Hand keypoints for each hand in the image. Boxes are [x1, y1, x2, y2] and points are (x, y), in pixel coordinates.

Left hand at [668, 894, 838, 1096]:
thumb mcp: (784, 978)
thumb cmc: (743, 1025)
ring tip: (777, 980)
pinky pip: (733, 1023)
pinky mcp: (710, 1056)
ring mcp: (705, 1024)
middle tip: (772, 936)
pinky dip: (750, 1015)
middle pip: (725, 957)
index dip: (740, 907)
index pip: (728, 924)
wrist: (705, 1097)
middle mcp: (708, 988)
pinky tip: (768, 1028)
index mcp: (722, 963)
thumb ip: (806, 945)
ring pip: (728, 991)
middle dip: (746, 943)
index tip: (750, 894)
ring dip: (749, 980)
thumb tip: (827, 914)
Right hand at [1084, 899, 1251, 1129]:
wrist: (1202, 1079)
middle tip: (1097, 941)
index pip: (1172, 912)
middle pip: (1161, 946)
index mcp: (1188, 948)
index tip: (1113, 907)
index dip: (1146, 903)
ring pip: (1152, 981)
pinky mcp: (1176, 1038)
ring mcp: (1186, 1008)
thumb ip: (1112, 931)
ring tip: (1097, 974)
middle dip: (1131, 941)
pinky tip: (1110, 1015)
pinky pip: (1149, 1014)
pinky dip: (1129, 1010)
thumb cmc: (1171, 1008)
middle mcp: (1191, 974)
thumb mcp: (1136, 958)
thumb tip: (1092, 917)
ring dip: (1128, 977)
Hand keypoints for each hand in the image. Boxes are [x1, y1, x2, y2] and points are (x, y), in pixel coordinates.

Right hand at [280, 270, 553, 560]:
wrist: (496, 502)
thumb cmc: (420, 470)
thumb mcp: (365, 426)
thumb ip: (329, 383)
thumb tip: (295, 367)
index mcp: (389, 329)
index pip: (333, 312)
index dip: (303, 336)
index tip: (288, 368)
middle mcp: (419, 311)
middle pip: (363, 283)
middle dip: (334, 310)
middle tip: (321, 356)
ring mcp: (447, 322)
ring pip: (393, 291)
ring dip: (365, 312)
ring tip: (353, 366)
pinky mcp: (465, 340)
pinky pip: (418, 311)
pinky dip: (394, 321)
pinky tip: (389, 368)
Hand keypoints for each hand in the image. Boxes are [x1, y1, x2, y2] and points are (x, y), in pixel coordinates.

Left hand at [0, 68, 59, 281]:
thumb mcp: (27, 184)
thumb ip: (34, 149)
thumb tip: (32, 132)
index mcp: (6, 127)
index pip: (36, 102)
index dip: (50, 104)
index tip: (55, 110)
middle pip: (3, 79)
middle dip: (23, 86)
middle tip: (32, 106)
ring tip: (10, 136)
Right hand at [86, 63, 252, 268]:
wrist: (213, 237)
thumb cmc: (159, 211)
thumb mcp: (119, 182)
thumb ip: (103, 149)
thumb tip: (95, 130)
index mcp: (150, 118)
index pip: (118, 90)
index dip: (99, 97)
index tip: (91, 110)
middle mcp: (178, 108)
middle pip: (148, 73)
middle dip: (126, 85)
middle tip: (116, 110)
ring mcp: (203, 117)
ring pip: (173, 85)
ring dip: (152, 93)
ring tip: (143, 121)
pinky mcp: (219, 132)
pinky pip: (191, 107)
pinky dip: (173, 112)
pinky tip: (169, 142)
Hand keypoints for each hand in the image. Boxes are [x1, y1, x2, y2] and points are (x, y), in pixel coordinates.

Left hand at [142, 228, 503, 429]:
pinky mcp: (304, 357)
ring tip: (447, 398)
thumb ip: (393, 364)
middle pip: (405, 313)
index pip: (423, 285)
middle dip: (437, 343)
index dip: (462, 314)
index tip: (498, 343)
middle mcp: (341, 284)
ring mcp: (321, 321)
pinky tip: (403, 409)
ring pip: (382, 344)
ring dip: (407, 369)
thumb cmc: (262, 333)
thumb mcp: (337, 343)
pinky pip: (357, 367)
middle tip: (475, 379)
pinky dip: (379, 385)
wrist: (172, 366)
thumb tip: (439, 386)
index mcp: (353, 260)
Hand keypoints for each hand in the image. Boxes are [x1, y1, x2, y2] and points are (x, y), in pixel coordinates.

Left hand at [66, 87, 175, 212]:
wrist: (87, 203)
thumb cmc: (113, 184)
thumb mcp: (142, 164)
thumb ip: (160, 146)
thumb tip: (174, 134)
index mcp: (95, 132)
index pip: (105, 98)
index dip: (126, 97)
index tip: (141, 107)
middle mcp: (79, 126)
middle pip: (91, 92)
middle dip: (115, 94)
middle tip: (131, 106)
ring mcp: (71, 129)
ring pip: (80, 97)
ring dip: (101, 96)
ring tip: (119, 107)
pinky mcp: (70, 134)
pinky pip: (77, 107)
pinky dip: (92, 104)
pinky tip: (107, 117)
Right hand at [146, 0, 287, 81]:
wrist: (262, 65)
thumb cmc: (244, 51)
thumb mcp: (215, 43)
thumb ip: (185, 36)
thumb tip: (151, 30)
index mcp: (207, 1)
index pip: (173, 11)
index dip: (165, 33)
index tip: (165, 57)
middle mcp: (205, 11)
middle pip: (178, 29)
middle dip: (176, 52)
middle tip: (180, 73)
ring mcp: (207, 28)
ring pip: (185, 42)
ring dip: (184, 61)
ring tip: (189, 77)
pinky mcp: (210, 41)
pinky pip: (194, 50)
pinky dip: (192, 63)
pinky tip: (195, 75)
· · · ·
Set the entries above down once more, exactly as they stand.

Hand keypoints for each hand in the image. Boxes are [x1, y1, x2, y2] and points are (x, y), in pixel coordinates.

Left hand at [668, 894, 838, 1096]:
thumb mcp: (784, 978)
thumb cmc: (743, 1025)
ring tip: (777, 980)
pinky pip: (733, 1023)
pinky mcp: (710, 1056)
ring mcp: (705, 1024)
middle tip: (772, 936)
pinky dip: (750, 1015)
middle pip: (725, 957)
index dip: (740, 907)
index pip: (728, 924)
wrist: (705, 1097)
middle mcp: (708, 988)
pinky tip: (768, 1028)
index mcp: (722, 963)
thumb ip: (806, 945)
ring pip: (728, 991)
middle dip: (746, 943)
index tip: (750, 894)
ring dip: (749, 980)
thumb tip: (827, 914)
Right hand at [1084, 899, 1251, 1129]:
wrist: (1202, 1079)
middle tip: (1097, 941)
index pip: (1172, 912)
middle pip: (1161, 946)
index mcp: (1188, 948)
index tip: (1113, 907)
index dip: (1146, 903)
ring pip: (1152, 981)
pinky mcp: (1176, 1038)
ring mcp: (1186, 1008)
thumb ip: (1112, 931)
ring tip: (1097, 974)
middle dip: (1131, 941)
pinky tip: (1110, 1015)
pinky pip: (1149, 1014)
pinky dip: (1129, 1010)
thumb cmc: (1171, 1008)
middle mcp: (1191, 974)
thumb mcp: (1136, 958)
thumb tip: (1092, 917)
ring dip: (1128, 977)
Hand keypoints for each hand in the image. Boxes are [x1, y1, x2, y2] and points are (x, y), in pixel coordinates.

Right hand at [280, 270, 553, 560]:
wrist: (496, 502)
thumb cmc: (420, 470)
thumb mcp: (365, 426)
thumb ip: (329, 383)
thumb tip: (295, 367)
index mcp: (389, 329)
index pip: (333, 312)
index dip: (303, 336)
index tip: (288, 368)
middle mcp: (419, 311)
middle pip: (363, 283)
middle dip: (334, 310)
middle tip: (321, 356)
ring mcp: (447, 322)
ring pip: (393, 291)
ring dip: (365, 312)
ring tip: (353, 366)
pinky mcp: (465, 340)
pinky pip: (418, 311)
pinky dip: (394, 321)
pinky tip: (389, 368)
Hand keypoints for each hand in the image. Boxes are [x1, y1, x2, y2] and points are (x, y), in pixel coordinates.

Left hand at [0, 68, 59, 281]:
thumb mcp: (27, 184)
thumb ip: (34, 149)
thumb tip: (32, 132)
index mcp: (6, 127)
index pip: (36, 102)
index dip: (50, 104)
index tip: (55, 110)
middle pip: (3, 79)
middle dip: (23, 86)
middle tip: (32, 106)
ring tip: (10, 136)
Right hand at [86, 63, 252, 268]:
wrist: (213, 237)
thumb cmc: (159, 211)
thumb mcp: (119, 182)
thumb ip: (103, 149)
thumb tip: (95, 130)
index mcp: (150, 118)
index pip: (118, 90)
index dip: (99, 97)
index tip: (91, 110)
middle mcp: (178, 108)
middle pip: (148, 73)
middle dip: (126, 85)
middle tip: (116, 110)
ring mcp: (203, 117)
ring pip: (173, 85)
ring dip: (152, 93)
ring tip: (143, 121)
pinky mcp: (219, 132)
pinky pip: (191, 107)
pinky dip: (173, 112)
pinky tip: (169, 142)
Hand keypoints for each hand in the image. Boxes are [x1, y1, x2, y2] and points are (x, y), in pixel coordinates.

Left hand at [142, 228, 503, 429]:
pinky mcp: (304, 357)
ring tip: (447, 398)
thumb ip: (393, 364)
middle pip: (405, 313)
index pip: (423, 285)
middle dip: (437, 343)
index dip: (462, 314)
index tip: (498, 343)
middle mcp: (341, 284)
ring mcp: (321, 321)
pinky tip: (403, 409)
ring pip: (382, 344)
ring dip: (407, 369)
thumb cmc: (262, 333)
thumb mcp: (337, 343)
pinky pip: (357, 367)
middle tip: (475, 379)
pinky dip: (379, 385)
wrist: (172, 366)
thumb tip: (439, 386)
index mcp: (353, 260)
Hand keypoints for each hand in the image. Boxes are [x1, y1, x2, y2] and points are (x, y), in pixel coordinates.

Left hand at [66, 87, 175, 212]:
wrist: (87, 203)
thumb cmc: (113, 184)
thumb mcp: (142, 164)
thumb ip: (160, 146)
thumb tip: (174, 134)
index mcp: (95, 132)
index pip: (105, 98)
index dip: (126, 97)
index tip: (141, 107)
middle mcp: (79, 126)
middle pip: (91, 92)
middle dip: (115, 94)
middle tip: (131, 106)
ring mcp: (71, 129)
ring pip: (80, 97)
ring dip: (101, 96)
ring tip: (119, 107)
pinky mcp: (70, 134)
pinky pip: (77, 107)
pinky dip: (92, 104)
pinky tip: (107, 117)
Right hand at [146, 0, 287, 81]:
wrist: (262, 65)
thumb cmc: (244, 51)
thumb mcp: (215, 43)
thumb ip: (185, 36)
thumb tip: (151, 30)
index mcp: (207, 1)
index pip: (173, 11)
index dip: (165, 33)
index tip: (165, 57)
middle mcp: (205, 11)
middle pip: (178, 29)
middle dip: (176, 52)
middle tip: (180, 73)
ring mcp: (207, 28)
ring pip: (185, 42)
ring dip: (184, 61)
ring tip: (189, 77)
pinky mcp: (210, 41)
pinky pip: (194, 50)
pinky dip: (192, 63)
pinky tip: (195, 75)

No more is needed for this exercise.